(Stored data)

>>>>

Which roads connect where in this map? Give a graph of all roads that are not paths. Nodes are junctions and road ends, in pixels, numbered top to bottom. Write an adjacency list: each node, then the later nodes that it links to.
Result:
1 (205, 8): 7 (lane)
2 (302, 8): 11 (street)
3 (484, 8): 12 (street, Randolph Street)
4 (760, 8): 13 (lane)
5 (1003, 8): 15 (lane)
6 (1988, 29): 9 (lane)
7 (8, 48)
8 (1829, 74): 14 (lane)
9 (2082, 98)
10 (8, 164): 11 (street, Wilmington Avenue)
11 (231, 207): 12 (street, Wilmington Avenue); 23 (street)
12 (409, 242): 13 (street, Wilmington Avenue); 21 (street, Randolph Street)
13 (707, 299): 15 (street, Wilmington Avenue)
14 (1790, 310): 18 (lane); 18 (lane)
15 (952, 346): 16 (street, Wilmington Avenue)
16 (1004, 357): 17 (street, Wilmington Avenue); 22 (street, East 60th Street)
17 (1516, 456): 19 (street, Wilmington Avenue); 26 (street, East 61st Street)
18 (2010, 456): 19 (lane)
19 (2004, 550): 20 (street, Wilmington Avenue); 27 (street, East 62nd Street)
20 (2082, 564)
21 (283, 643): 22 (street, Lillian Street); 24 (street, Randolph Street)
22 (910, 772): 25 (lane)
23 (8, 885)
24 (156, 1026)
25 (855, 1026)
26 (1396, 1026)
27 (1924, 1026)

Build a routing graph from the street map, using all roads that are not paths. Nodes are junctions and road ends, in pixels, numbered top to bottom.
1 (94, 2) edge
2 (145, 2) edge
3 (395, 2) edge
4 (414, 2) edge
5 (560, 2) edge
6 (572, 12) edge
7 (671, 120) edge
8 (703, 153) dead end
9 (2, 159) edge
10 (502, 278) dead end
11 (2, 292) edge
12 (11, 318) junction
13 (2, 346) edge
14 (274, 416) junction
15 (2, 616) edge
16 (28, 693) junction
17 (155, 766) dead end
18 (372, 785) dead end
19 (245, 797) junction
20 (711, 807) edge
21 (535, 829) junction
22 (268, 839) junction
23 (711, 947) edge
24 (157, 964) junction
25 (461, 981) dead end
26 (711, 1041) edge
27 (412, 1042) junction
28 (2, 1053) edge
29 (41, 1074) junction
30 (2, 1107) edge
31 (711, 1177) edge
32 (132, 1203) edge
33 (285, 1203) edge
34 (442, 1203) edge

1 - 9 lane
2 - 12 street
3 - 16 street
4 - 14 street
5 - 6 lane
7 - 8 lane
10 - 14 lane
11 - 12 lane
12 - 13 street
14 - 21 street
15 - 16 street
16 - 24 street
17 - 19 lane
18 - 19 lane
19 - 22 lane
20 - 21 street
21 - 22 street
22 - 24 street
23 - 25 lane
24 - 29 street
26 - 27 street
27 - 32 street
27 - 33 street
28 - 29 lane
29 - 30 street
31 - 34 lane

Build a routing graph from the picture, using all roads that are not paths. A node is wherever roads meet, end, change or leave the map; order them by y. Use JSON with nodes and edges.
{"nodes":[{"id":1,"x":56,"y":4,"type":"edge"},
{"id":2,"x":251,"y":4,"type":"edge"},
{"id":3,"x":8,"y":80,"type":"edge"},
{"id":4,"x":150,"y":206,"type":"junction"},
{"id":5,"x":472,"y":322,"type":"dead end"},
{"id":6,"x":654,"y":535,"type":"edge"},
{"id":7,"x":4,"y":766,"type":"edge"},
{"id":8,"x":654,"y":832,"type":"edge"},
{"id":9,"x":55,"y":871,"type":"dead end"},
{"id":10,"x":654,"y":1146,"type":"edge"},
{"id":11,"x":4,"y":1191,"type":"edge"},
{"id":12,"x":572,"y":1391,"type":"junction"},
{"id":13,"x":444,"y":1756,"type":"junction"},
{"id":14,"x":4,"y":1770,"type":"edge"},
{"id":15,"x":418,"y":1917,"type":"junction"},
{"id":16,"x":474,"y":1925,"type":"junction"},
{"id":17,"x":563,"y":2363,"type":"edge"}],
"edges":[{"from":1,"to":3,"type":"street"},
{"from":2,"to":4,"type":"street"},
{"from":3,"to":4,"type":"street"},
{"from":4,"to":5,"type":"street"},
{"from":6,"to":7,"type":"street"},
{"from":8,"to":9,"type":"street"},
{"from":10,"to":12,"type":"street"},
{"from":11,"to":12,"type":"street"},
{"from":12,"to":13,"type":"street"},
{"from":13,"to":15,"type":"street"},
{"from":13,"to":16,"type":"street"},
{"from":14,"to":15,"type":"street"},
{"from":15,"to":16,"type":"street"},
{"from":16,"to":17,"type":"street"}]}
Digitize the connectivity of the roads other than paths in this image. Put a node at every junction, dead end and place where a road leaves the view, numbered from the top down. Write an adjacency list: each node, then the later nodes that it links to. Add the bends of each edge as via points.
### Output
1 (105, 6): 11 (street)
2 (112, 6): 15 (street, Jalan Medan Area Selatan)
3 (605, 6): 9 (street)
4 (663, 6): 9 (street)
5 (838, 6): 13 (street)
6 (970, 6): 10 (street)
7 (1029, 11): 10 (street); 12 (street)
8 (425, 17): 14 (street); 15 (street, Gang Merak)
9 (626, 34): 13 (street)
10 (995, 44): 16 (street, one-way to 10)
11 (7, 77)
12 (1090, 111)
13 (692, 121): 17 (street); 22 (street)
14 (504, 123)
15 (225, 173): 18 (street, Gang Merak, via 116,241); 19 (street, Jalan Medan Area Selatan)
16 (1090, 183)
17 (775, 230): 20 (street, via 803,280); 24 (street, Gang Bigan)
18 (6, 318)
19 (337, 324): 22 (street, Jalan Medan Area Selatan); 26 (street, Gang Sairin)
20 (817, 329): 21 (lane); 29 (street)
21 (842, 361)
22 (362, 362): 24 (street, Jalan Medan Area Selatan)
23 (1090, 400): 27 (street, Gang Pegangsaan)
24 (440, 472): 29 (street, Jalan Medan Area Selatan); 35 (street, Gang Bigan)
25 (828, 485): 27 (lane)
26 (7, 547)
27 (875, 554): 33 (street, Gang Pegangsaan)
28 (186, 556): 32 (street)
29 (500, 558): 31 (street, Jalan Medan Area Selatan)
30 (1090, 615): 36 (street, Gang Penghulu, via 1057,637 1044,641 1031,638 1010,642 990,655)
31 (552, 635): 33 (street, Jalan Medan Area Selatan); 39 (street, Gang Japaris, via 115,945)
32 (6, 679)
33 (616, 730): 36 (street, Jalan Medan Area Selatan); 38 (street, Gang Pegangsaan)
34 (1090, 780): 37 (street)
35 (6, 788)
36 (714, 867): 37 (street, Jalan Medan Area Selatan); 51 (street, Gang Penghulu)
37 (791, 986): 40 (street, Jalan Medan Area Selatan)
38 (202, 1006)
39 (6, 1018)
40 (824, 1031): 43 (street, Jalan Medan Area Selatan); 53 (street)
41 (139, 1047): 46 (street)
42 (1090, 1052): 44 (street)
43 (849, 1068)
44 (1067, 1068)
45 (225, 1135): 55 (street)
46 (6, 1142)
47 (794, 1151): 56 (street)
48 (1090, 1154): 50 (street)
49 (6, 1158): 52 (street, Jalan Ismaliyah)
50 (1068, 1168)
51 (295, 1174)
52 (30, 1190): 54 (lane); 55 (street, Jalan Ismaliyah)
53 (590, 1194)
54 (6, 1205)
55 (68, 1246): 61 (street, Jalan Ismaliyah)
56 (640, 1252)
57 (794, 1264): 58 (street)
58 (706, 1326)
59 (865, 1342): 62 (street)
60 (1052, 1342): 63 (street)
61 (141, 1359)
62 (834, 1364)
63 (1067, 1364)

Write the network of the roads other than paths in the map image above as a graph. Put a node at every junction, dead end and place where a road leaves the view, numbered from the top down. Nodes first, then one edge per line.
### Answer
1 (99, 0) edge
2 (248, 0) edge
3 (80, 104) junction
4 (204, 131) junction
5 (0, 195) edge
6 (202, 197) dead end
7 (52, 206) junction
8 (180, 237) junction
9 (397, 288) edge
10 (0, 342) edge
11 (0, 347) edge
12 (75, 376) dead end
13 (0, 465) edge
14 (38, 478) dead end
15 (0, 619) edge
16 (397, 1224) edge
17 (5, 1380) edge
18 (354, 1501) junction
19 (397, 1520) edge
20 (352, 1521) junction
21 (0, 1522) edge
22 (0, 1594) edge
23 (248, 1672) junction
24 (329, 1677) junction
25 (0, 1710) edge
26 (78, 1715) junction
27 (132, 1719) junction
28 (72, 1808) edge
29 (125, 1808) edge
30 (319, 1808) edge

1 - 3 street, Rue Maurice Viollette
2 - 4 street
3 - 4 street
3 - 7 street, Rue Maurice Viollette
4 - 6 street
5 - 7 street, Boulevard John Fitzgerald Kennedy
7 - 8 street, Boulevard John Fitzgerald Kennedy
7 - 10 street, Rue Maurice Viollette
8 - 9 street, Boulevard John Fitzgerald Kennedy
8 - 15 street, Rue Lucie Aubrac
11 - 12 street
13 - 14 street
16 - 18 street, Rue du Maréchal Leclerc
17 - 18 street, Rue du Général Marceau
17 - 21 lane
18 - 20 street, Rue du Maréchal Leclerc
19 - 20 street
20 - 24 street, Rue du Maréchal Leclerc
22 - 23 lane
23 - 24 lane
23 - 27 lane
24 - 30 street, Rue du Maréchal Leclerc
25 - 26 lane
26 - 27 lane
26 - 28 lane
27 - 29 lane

<<<<

Return all lines from the data that include the string "Leclerc".

#### Your solution
16 - 18 street, Rue du Maréchal Leclerc
18 - 20 street, Rue du Maréchal Leclerc
20 - 24 street, Rue du Maréchal Leclerc
24 - 30 street, Rue du Maréchal Leclerc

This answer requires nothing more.